=== WORK TASK ===
The expected answer comprises all lines from the entries that contain the string "Left".

━━ DATA EXCERPTS

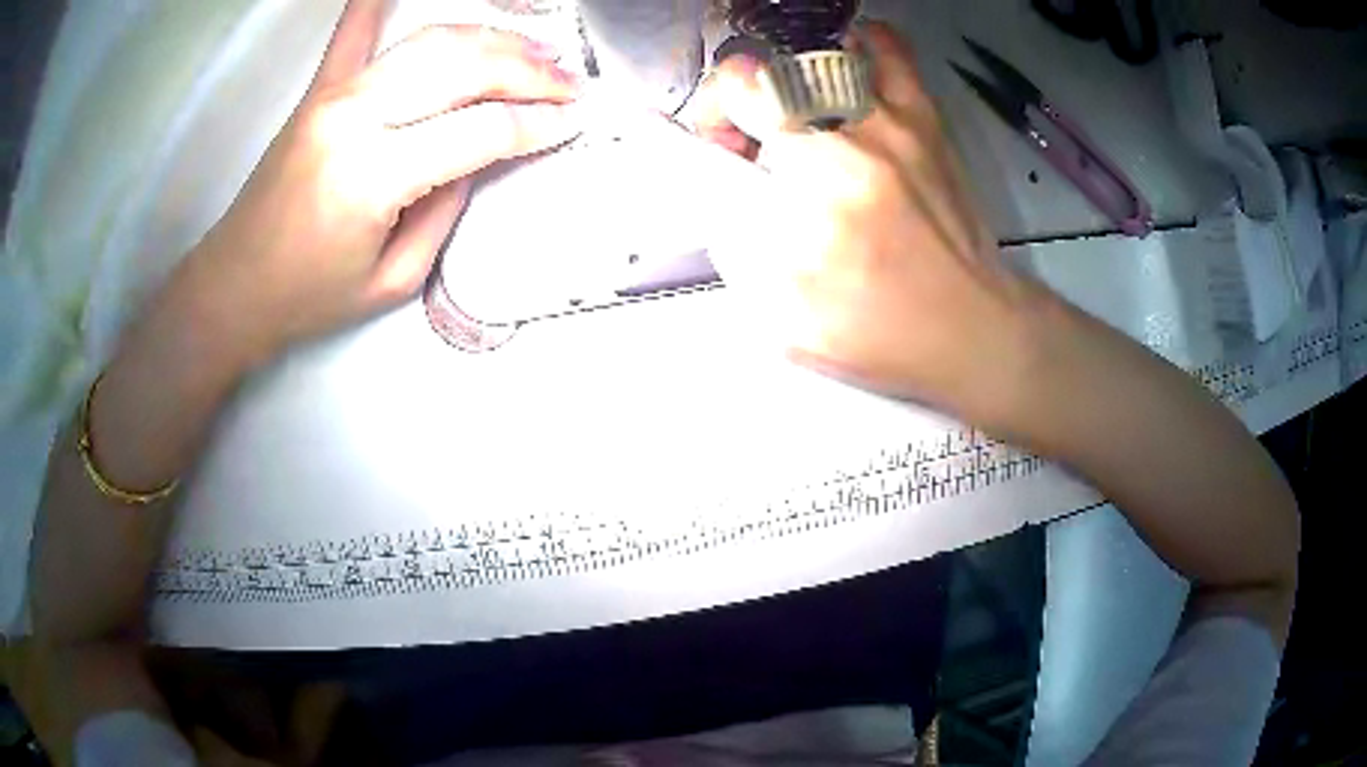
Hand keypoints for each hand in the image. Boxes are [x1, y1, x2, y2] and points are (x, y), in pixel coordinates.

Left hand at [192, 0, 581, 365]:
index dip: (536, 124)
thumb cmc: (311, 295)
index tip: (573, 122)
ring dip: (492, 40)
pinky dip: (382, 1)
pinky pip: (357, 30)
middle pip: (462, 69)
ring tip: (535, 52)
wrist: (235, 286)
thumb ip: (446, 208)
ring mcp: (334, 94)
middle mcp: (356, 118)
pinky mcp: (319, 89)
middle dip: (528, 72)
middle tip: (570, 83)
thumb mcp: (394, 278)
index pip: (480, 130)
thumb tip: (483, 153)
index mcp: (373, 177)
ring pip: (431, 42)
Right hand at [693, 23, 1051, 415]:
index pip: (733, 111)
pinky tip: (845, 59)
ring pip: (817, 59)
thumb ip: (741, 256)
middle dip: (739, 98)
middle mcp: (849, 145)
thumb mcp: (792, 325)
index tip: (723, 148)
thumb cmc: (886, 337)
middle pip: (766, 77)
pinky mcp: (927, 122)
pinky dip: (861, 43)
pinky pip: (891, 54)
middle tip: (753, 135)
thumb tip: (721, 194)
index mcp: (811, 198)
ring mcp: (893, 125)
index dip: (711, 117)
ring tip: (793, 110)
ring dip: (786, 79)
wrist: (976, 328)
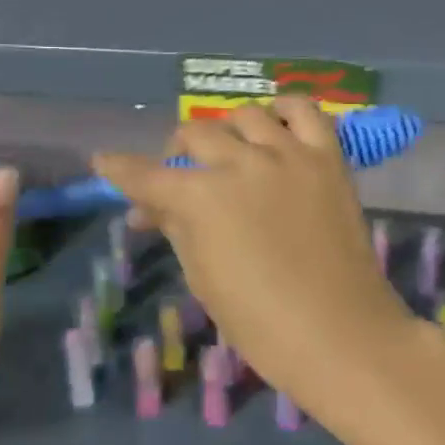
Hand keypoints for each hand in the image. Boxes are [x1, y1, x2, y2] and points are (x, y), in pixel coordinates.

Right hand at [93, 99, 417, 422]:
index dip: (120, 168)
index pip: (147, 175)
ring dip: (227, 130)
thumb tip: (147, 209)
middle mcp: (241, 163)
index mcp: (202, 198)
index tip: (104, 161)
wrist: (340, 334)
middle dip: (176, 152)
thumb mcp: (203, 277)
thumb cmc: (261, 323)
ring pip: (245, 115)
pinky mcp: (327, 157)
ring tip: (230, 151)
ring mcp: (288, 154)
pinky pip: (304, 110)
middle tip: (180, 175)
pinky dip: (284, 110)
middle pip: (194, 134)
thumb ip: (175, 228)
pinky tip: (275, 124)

━━━━
━━ DATA EXCERPTS

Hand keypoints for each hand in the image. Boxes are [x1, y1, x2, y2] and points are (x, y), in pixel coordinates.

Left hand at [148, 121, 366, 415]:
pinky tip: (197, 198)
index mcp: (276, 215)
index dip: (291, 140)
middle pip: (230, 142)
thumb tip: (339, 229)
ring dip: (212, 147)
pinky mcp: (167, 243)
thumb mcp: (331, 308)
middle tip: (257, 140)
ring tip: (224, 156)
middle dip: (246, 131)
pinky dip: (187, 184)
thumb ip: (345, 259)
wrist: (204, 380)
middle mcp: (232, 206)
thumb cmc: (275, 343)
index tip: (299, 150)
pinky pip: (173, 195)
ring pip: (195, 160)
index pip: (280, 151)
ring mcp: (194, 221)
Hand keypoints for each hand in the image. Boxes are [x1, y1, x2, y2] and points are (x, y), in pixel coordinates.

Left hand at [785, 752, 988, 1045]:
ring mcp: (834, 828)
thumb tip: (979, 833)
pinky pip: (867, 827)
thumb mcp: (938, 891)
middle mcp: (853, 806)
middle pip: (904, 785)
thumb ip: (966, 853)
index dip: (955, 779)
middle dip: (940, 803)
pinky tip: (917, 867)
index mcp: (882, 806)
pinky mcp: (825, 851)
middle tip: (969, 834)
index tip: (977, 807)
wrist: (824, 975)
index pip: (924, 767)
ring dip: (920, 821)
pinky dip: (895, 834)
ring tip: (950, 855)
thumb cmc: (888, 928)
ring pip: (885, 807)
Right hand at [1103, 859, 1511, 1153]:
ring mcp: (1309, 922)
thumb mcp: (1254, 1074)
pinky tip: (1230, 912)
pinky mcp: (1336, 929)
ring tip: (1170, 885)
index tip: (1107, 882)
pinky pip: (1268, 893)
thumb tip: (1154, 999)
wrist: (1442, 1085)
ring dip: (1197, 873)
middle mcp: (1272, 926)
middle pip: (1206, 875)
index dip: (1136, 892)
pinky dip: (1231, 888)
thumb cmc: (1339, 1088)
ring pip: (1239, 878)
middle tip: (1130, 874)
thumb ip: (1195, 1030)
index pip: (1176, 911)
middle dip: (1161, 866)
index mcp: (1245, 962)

━━━━
━━ DATA EXCERPTS

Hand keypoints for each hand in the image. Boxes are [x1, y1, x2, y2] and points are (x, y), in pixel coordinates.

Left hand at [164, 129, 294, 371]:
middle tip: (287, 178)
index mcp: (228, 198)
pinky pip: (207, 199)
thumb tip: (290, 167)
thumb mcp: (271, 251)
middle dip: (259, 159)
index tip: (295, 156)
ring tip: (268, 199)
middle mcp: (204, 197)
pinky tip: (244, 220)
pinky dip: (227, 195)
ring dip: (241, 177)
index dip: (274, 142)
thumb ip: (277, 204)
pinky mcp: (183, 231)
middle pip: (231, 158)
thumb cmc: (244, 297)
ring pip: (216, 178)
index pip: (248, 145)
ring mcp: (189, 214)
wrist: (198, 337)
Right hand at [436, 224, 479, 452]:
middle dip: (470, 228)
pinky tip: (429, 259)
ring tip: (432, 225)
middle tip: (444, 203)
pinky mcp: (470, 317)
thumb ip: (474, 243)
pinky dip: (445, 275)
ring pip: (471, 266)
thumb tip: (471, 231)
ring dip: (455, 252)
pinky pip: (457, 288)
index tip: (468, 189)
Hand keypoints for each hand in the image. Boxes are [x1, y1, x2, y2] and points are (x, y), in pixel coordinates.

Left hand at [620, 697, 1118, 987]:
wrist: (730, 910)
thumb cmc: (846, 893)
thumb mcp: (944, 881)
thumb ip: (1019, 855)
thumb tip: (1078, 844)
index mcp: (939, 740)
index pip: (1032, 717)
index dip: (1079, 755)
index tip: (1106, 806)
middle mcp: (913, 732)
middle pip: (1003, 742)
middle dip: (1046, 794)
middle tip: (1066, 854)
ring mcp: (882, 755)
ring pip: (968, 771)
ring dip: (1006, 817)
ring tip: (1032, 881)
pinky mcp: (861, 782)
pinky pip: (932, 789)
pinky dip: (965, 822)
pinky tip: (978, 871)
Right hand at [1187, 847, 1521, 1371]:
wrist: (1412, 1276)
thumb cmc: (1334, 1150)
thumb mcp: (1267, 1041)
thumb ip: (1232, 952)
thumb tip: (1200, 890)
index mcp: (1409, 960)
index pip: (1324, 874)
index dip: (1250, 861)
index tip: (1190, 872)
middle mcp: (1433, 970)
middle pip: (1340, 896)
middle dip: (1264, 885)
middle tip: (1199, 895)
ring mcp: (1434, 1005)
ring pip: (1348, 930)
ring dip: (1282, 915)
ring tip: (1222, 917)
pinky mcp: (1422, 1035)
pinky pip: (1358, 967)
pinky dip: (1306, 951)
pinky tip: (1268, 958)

━━━━

=== ANSWER ===
Left hand at [192, 0, 581, 365]:
Left hand at [148, 121, 366, 415]:
Left hand at [785, 752, 988, 1045]:
Left hand at [164, 129, 294, 371]:
Left hand at [620, 697, 1118, 987]:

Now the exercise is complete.